▸ WHAT IS REQUIRED
Reproduce the entire listing below verbatim.

▸ DATA SECTION
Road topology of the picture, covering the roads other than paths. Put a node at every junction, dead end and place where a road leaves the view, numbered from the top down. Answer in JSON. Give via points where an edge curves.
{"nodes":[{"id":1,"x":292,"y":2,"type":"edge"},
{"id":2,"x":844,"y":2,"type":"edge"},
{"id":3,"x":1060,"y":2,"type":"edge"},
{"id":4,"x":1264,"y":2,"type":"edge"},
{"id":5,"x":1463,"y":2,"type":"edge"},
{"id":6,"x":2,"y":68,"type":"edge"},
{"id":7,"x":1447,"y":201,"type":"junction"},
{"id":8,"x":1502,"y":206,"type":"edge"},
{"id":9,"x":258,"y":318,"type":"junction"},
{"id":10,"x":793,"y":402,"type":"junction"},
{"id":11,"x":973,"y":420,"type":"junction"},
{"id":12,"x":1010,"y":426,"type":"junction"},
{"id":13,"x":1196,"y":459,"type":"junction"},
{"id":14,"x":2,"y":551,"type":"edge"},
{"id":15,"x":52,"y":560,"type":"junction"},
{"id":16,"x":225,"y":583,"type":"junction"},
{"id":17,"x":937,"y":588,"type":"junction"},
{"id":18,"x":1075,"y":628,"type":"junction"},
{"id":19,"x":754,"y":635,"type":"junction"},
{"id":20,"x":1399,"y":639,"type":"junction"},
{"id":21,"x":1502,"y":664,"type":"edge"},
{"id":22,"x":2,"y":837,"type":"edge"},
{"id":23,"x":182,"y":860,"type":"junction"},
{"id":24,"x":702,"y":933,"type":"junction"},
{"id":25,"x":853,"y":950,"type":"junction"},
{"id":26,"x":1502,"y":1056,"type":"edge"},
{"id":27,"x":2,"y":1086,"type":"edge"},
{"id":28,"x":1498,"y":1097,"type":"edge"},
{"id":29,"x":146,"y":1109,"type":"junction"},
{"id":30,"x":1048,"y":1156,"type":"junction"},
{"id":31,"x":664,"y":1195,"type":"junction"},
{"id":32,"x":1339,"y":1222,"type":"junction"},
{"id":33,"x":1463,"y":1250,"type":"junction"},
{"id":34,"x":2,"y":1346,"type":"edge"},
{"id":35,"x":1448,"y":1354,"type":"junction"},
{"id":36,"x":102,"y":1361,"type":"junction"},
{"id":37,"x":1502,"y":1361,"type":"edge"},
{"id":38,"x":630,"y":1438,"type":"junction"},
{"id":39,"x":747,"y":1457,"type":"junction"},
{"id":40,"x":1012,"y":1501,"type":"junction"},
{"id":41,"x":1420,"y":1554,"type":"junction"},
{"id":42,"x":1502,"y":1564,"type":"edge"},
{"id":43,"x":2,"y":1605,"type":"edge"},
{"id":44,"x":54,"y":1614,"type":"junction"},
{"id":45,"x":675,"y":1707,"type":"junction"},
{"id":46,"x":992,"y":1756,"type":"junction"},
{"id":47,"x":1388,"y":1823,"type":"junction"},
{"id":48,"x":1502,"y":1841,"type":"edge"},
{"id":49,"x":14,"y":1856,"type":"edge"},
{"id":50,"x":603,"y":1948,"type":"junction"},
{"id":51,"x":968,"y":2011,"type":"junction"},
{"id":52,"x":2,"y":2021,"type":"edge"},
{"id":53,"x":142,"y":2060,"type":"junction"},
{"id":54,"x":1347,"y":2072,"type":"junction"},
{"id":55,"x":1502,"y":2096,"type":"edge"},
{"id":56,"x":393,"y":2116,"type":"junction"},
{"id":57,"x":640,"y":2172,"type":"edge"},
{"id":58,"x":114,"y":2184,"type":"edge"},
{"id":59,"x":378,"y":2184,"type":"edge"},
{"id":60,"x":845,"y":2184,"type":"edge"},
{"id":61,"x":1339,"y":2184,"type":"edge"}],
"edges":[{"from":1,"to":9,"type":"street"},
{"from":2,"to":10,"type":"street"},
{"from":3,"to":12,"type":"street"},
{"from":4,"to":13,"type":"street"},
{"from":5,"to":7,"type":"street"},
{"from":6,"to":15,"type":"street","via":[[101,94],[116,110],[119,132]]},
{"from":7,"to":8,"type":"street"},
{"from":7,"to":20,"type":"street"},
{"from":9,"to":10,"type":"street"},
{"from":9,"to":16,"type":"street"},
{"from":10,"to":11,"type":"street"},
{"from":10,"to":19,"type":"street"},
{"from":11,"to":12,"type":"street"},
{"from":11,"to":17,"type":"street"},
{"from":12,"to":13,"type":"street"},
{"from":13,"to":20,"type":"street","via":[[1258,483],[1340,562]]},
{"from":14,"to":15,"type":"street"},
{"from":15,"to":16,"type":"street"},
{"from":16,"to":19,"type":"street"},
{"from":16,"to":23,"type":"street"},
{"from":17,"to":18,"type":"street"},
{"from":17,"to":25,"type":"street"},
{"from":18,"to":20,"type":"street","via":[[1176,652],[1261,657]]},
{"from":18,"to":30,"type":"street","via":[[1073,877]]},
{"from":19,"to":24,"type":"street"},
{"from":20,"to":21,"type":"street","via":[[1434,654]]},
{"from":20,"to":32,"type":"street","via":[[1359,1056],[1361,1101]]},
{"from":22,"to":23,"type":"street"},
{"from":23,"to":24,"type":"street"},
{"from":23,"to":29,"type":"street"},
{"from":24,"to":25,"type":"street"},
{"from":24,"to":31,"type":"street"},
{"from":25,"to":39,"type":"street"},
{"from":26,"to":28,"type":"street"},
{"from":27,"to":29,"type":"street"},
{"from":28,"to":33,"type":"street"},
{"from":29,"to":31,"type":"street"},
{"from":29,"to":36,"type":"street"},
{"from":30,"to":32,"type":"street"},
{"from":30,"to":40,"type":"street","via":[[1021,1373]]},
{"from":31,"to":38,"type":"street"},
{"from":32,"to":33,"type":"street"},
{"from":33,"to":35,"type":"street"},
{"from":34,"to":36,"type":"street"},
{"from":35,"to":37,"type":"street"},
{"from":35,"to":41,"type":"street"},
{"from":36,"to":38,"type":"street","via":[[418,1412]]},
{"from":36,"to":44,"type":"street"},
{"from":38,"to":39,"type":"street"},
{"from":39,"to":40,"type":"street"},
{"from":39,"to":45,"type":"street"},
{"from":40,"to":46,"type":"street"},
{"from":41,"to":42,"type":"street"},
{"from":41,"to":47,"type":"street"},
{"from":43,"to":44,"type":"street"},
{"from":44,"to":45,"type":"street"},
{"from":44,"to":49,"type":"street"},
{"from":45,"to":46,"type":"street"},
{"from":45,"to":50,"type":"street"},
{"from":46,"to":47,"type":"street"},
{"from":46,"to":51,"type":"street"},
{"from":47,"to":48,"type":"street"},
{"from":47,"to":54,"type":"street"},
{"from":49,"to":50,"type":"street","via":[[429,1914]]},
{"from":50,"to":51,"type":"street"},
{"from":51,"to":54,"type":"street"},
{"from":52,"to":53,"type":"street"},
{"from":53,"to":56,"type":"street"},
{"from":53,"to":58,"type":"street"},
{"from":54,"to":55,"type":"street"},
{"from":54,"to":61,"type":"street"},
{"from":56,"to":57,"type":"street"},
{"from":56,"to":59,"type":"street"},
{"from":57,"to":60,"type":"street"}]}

▸ FINISHED TASK
Road topology of the picture, covering the roads other than paths. Put a node at every junction, dead end and place where a road leaves the view, numbered from the top down. Answer in JSON. Give via points where an edge curves.
{"nodes":[{"id":1,"x":292,"y":2,"type":"edge"},
{"id":2,"x":844,"y":2,"type":"edge"},
{"id":3,"x":1060,"y":2,"type":"edge"},
{"id":4,"x":1264,"y":2,"type":"edge"},
{"id":5,"x":1463,"y":2,"type":"edge"},
{"id":6,"x":2,"y":68,"type":"edge"},
{"id":7,"x":1447,"y":201,"type":"junction"},
{"id":8,"x":1502,"y":206,"type":"edge"},
{"id":9,"x":258,"y":318,"type":"junction"},
{"id":10,"x":793,"y":402,"type":"junction"},
{"id":11,"x":973,"y":420,"type":"junction"},
{"id":12,"x":1010,"y":426,"type":"junction"},
{"id":13,"x":1196,"y":459,"type":"junction"},
{"id":14,"x":2,"y":551,"type":"edge"},
{"id":15,"x":52,"y":560,"type":"junction"},
{"id":16,"x":225,"y":583,"type":"junction"},
{"id":17,"x":937,"y":588,"type":"junction"},
{"id":18,"x":1075,"y":628,"type":"junction"},
{"id":19,"x":754,"y":635,"type":"junction"},
{"id":20,"x":1399,"y":639,"type":"junction"},
{"id":21,"x":1502,"y":664,"type":"edge"},
{"id":22,"x":2,"y":837,"type":"edge"},
{"id":23,"x":182,"y":860,"type":"junction"},
{"id":24,"x":702,"y":933,"type":"junction"},
{"id":25,"x":853,"y":950,"type":"junction"},
{"id":26,"x":1502,"y":1056,"type":"edge"},
{"id":27,"x":2,"y":1086,"type":"edge"},
{"id":28,"x":1498,"y":1097,"type":"edge"},
{"id":29,"x":146,"y":1109,"type":"junction"},
{"id":30,"x":1048,"y":1156,"type":"junction"},
{"id":31,"x":664,"y":1195,"type":"junction"},
{"id":32,"x":1339,"y":1222,"type":"junction"},
{"id":33,"x":1463,"y":1250,"type":"junction"},
{"id":34,"x":2,"y":1346,"type":"edge"},
{"id":35,"x":1448,"y":1354,"type":"junction"},
{"id":36,"x":102,"y":1361,"type":"junction"},
{"id":37,"x":1502,"y":1361,"type":"edge"},
{"id":38,"x":630,"y":1438,"type":"junction"},
{"id":39,"x":747,"y":1457,"type":"junction"},
{"id":40,"x":1012,"y":1501,"type":"junction"},
{"id":41,"x":1420,"y":1554,"type":"junction"},
{"id":42,"x":1502,"y":1564,"type":"edge"},
{"id":43,"x":2,"y":1605,"type":"edge"},
{"id":44,"x":54,"y":1614,"type":"junction"},
{"id":45,"x":675,"y":1707,"type":"junction"},
{"id":46,"x":992,"y":1756,"type":"junction"},
{"id":47,"x":1388,"y":1823,"type":"junction"},
{"id":48,"x":1502,"y":1841,"type":"edge"},
{"id":49,"x":14,"y":1856,"type":"edge"},
{"id":50,"x":603,"y":1948,"type":"junction"},
{"id":51,"x":968,"y":2011,"type":"junction"},
{"id":52,"x":2,"y":2021,"type":"edge"},
{"id":53,"x":142,"y":2060,"type":"junction"},
{"id":54,"x":1347,"y":2072,"type":"junction"},
{"id":55,"x":1502,"y":2096,"type":"edge"},
{"id":56,"x":393,"y":2116,"type":"junction"},
{"id":57,"x":640,"y":2172,"type":"edge"},
{"id":58,"x":114,"y":2184,"type":"edge"},
{"id":59,"x":378,"y":2184,"type":"edge"},
{"id":60,"x":845,"y":2184,"type":"edge"},
{"id":61,"x":1339,"y":2184,"type":"edge"}],
"edges":[{"from":1,"to":9,"type":"street"},
{"from":2,"to":10,"type":"street"},
{"from":3,"to":12,"type":"street"},
{"from":4,"to":13,"type":"street"},
{"from":5,"to":7,"type":"street"},
{"from":6,"to":15,"type":"street","via":[[101,94],[116,110],[119,132]]},
{"from":7,"to":8,"type":"street"},
{"from":7,"to":20,"type":"street"},
{"from":9,"to":10,"type":"street"},
{"from":9,"to":16,"type":"street"},
{"from":10,"to":11,"type":"street"},
{"from":10,"to":19,"type":"street"},
{"from":11,"to":12,"type":"street"},
{"from":11,"to":17,"type":"street"},
{"from":12,"to":13,"type":"street"},
{"from":13,"to":20,"type":"street","via":[[1258,483],[1340,562]]},
{"from":14,"to":15,"type":"street"},
{"from":15,"to":16,"type":"street"},
{"from":16,"to":19,"type":"street"},
{"from":16,"to":23,"type":"street"},
{"from":17,"to":18,"type":"street"},
{"from":17,"to":25,"type":"street"},
{"from":18,"to":20,"type":"street","via":[[1176,652],[1261,657]]},
{"from":18,"to":30,"type":"street","via":[[1073,877]]},
{"from":19,"to":24,"type":"street"},
{"from":20,"to":21,"type":"street","via":[[1434,654]]},
{"from":20,"to":32,"type":"street","via":[[1359,1056],[1361,1101]]},
{"from":22,"to":23,"type":"street"},
{"from":23,"to":24,"type":"street"},
{"from":23,"to":29,"type":"street"},
{"from":24,"to":25,"type":"street"},
{"from":24,"to":31,"type":"street"},
{"from":25,"to":39,"type":"street"},
{"from":26,"to":28,"type":"street"},
{"from":27,"to":29,"type":"street"},
{"from":28,"to":33,"type":"street"},
{"from":29,"to":31,"type":"street"},
{"from":29,"to":36,"type":"street"},
{"from":30,"to":32,"type":"street"},
{"from":30,"to":40,"type":"street","via":[[1021,1373]]},
{"from":31,"to":38,"type":"street"},
{"from":32,"to":33,"type":"street"},
{"from":33,"to":35,"type":"street"},
{"from":34,"to":36,"type":"street"},
{"from":35,"to":37,"type":"street"},
{"from":35,"to":41,"type":"street"},
{"from":36,"to":38,"type":"street","via":[[418,1412]]},
{"from":36,"to":44,"type":"street"},
{"from":38,"to":39,"type":"street"},
{"from":39,"to":40,"type":"street"},
{"from":39,"to":45,"type":"street"},
{"from":40,"to":46,"type":"street"},
{"from":41,"to":42,"type":"street"},
{"from":41,"to":47,"type":"street"},
{"from":43,"to":44,"type":"street"},
{"from":44,"to":45,"type":"street"},
{"from":44,"to":49,"type":"street"},
{"from":45,"to":46,"type":"street"},
{"from":45,"to":50,"type":"street"},
{"from":46,"to":47,"type":"street"},
{"from":46,"to":51,"type":"street"},
{"from":47,"to":48,"type":"street"},
{"from":47,"to":54,"type":"street"},
{"from":49,"to":50,"type":"street","via":[[429,1914]]},
{"from":50,"to":51,"type":"street"},
{"from":51,"to":54,"type":"street"},
{"from":52,"to":53,"type":"street"},
{"from":53,"to":56,"type":"street"},
{"from":53,"to":58,"type":"street"},
{"from":54,"to":55,"type":"street"},
{"from":54,"to":61,"type":"street"},
{"from":56,"to":57,"type":"street"},
{"from":56,"to":59,"type":"street"},
{"from":57,"to":60,"type":"street"}]}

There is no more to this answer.